The CBT approach has proven
to be effective in treating a number of common mental health problems by empowering
clients to identify and challenge extreme thinking and unhelpful behaviours. It
is used by many mental health services as it is a short term, cost effective
intervention and client progress is easy to measure (BABCP, 2012). However, it
is acknowledged that it is less effective in treating ‘deep-rooted’ problems
that develop from early life experiences, and has been criticised for its lack
of emphasis on the relationship between client and therapist in comparison to
other therapeutic approaches (McLeod, 2013). However, in more recent years the
CBT approach has acknowledged the correlation between a positive therapeutic
relationship and the overall effectiveness of therapy in treating the client’s
symptoms (BABCP, 2012).


As discussed earlier in this
essay, the client is presenting with symptoms of a moderate major depressive
episode according the criteria defined within the DSM-5 (2013), which is
congruent with the scoring on her PHQ-9 (Kroenke, Spitzer and Williams, 2001).
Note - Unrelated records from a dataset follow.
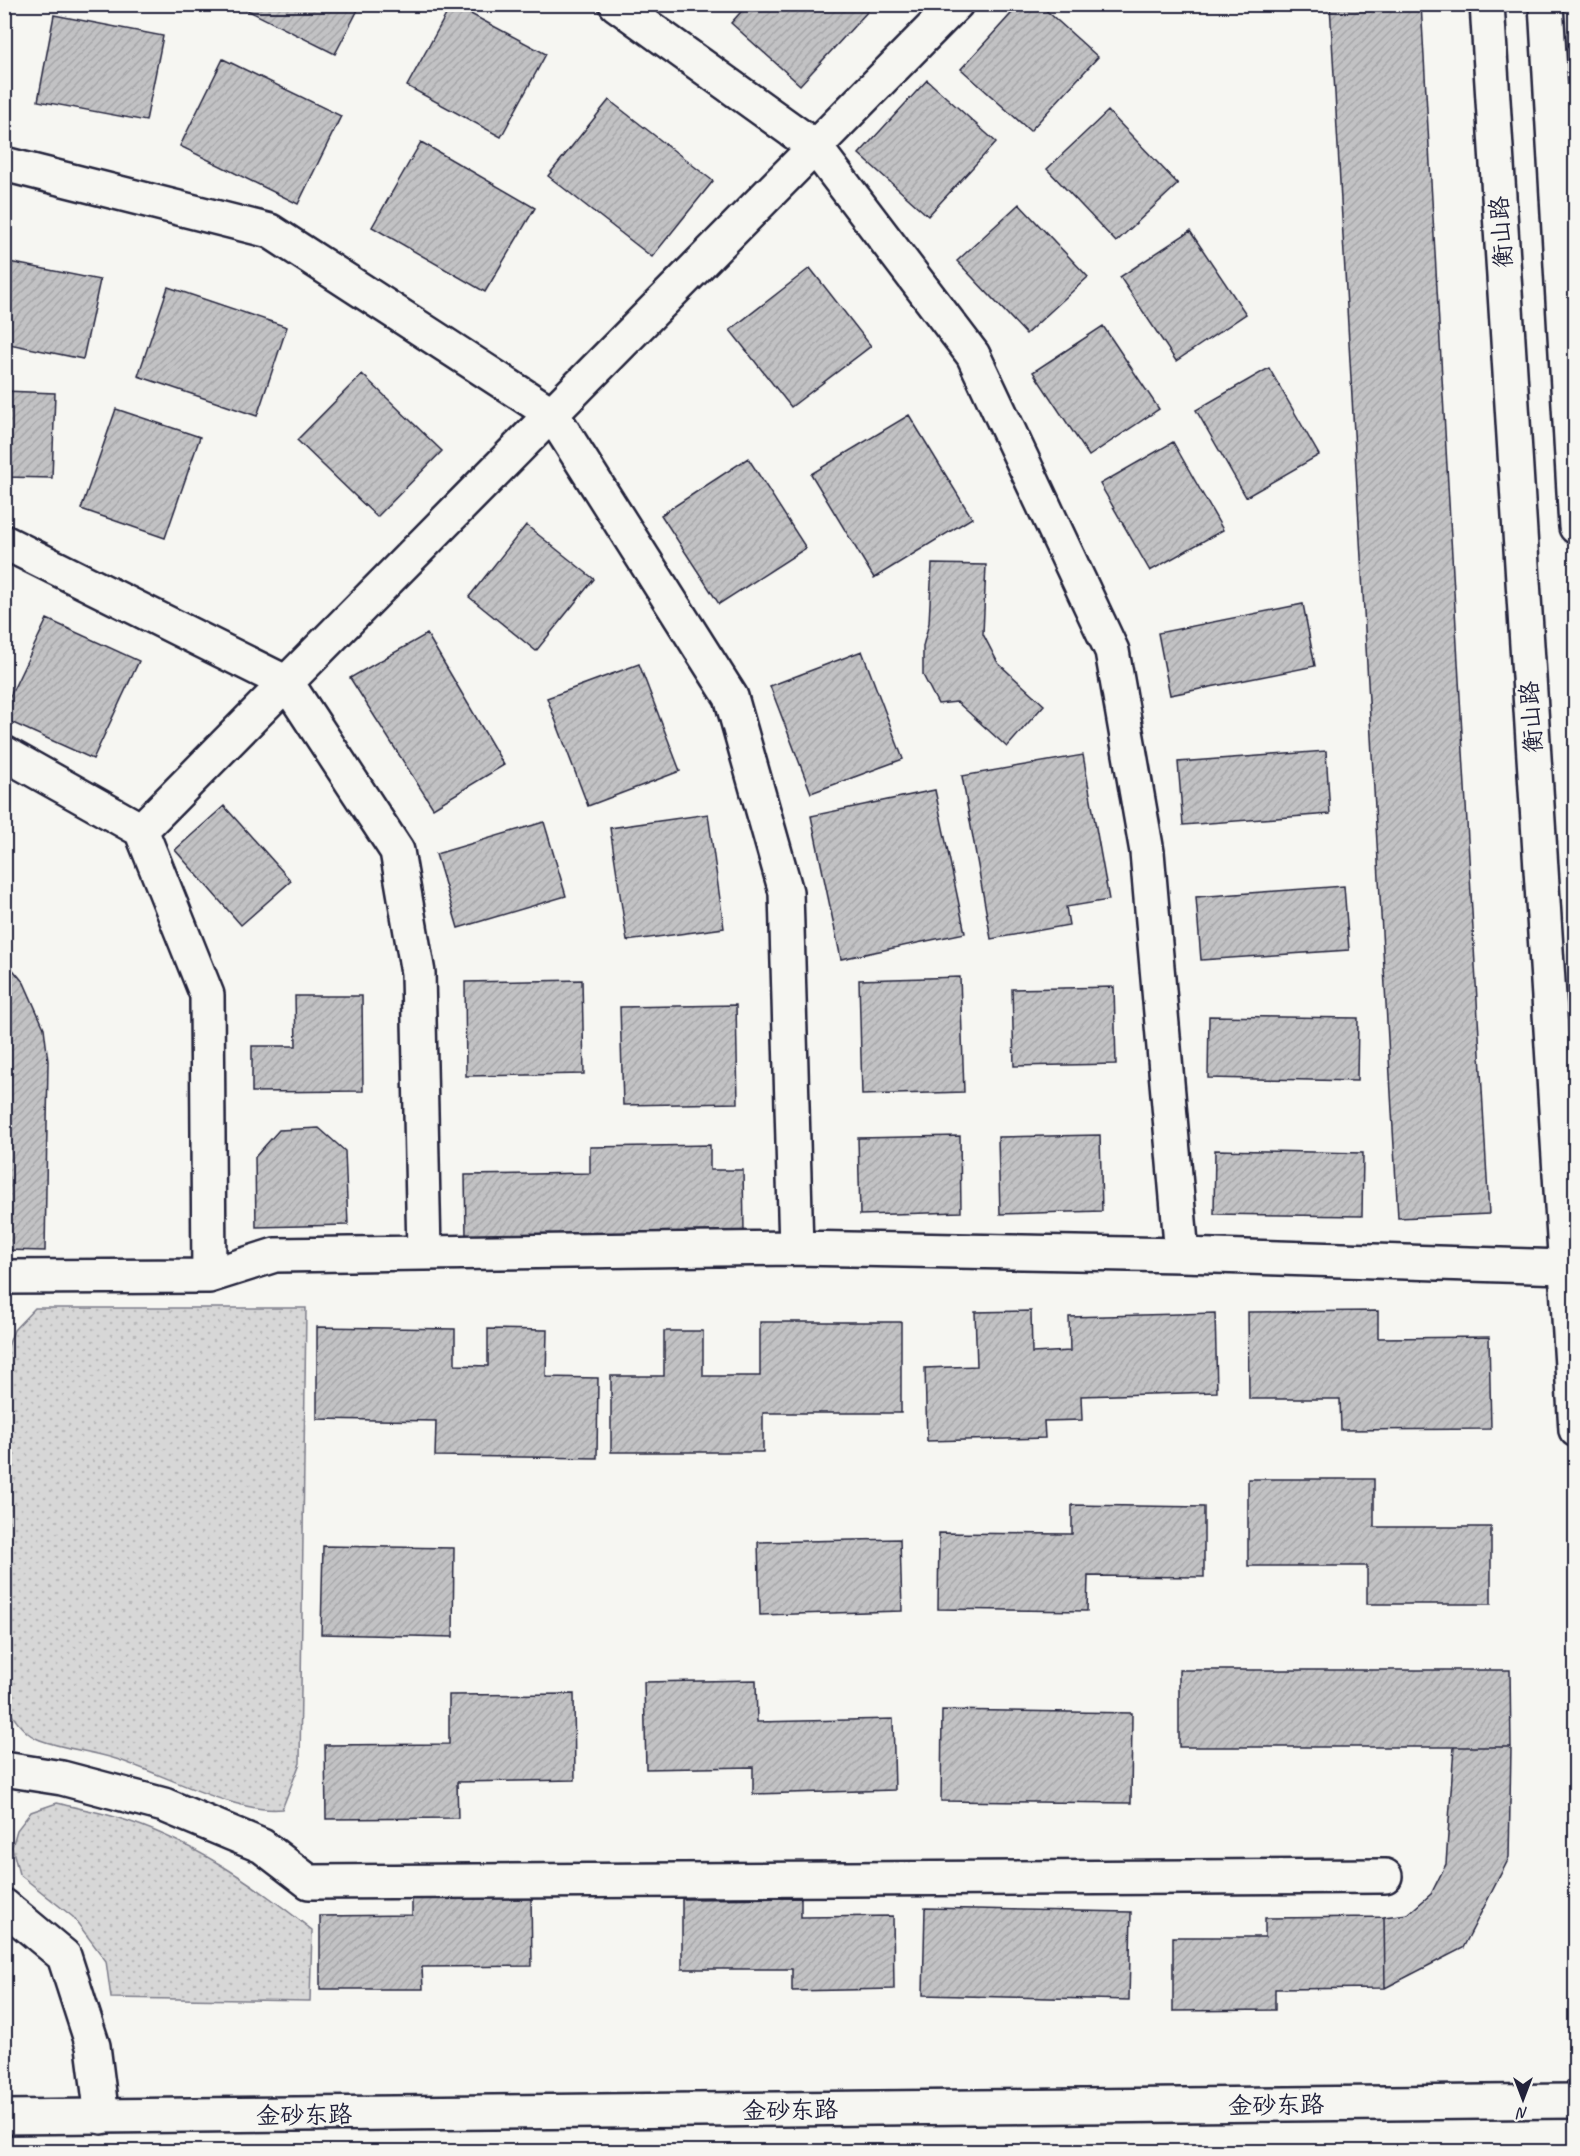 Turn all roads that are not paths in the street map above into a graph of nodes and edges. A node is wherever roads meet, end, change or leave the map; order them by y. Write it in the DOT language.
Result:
graph roads {
  1 [pos="616,4"];
  2 [pos="956,4"];
  3 [pos="1487,4"];
  4 [pos="1546,4"];
  5 [pos="814,147"];
  6 [pos="4,164"];
  7 [pos="552,414"];
  8 [pos="1575,528"];
  9 [pos="4,542"];
  10 [pos="287,683"];
  11 [pos="4,753"];
  12 [pos="141,830"];
  13 [pos="796,1248"];
  14 [pos="424,1253"];
  15 [pos="1182,1255"];
  16 [pos="1565,1267"];
  17 [pos="209,1276"];
  18 [pos="4,1277"];
  19 [pos="1575,1430"];
  20 [pos="4,1769"];
  21 [pos="1384,1876"];
  22 [pos="4,1906"];
  23 [pos="1575,2101"];
  24 [pos="4,2117"];
  25 [pos="102,2117"];
  1 -- 5 [label="street"];
  2 -- 5 [label="street"];
  3 -- 16 [label="street, 衡山路"];
  4 -- 8 [label="street"];
  5 -- 7 [label="street"];
  5 -- 15 [label="street"];
  6 -- 7 [label="street"];
  7 -- 10 [label="street"];
  7 -- 13 [label="street"];
  9 -- 10 [label="street"];
  10 -- 12 [label="street"];
  10 -- 14 [label="street"];
  11 -- 12 [label="street"];
  12 -- 17 [label="street"];
  13 -- 14 [label="street"];
  13 -- 15 [label="street"];
  14 -- 17 [label="street"];
  15 -- 16 [label="street"];
  16 -- 19 [label="street, 衡山路"];
  17 -- 18 [label="street"];
  20 -- 21 [label="street"];
  22 -- 25 [label="street"];
  23 -- 25 [label="street, 金砂东路"];
  24 -- 25 [label="street, 金砂东路"];
}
The NICE Guidelines (2011) state that individuals experiencing mild-moderate
depression can be treated at step 2. Based on the presentation of the client
during the assessment – low risk, first episode of mental illness and no
co-morbidity factors – a step 2 level intervention would be appropriate. According
to the COM-B model (Michie et al, 2011), the client presented as having the
capability to engage in treatment as she did not identify any barriers to accessing
treatment, and she already has a basic knowledge of the CBT approach. The
client described lacking motivation to carry out tasks that she used to enjoy,
eg, spending time with friends, however seemed motivated to engage in therapy.


If necessary, the client
could be stepped up to a higher intensity treatment at step 3. This would be
appropriate if the client’s symptoms did not improve in response to step 2
interventions (Durham, 2007) or if their level of risk increased significantly.
An advantage of the stepped care model is that it is easier for the client’s
care to be ‘stepped up’ to a higher intensity treatment, however it is argued
that there is subjectivity around what level the client would sit within the
model from practitioner to practitioner (Bennett- Levy et al, 2010). This
highlights the importance of practitioners engaging in regular supervision in
order to reflect on each client case to ensure the most appropriate options for
treatment are being offered to them.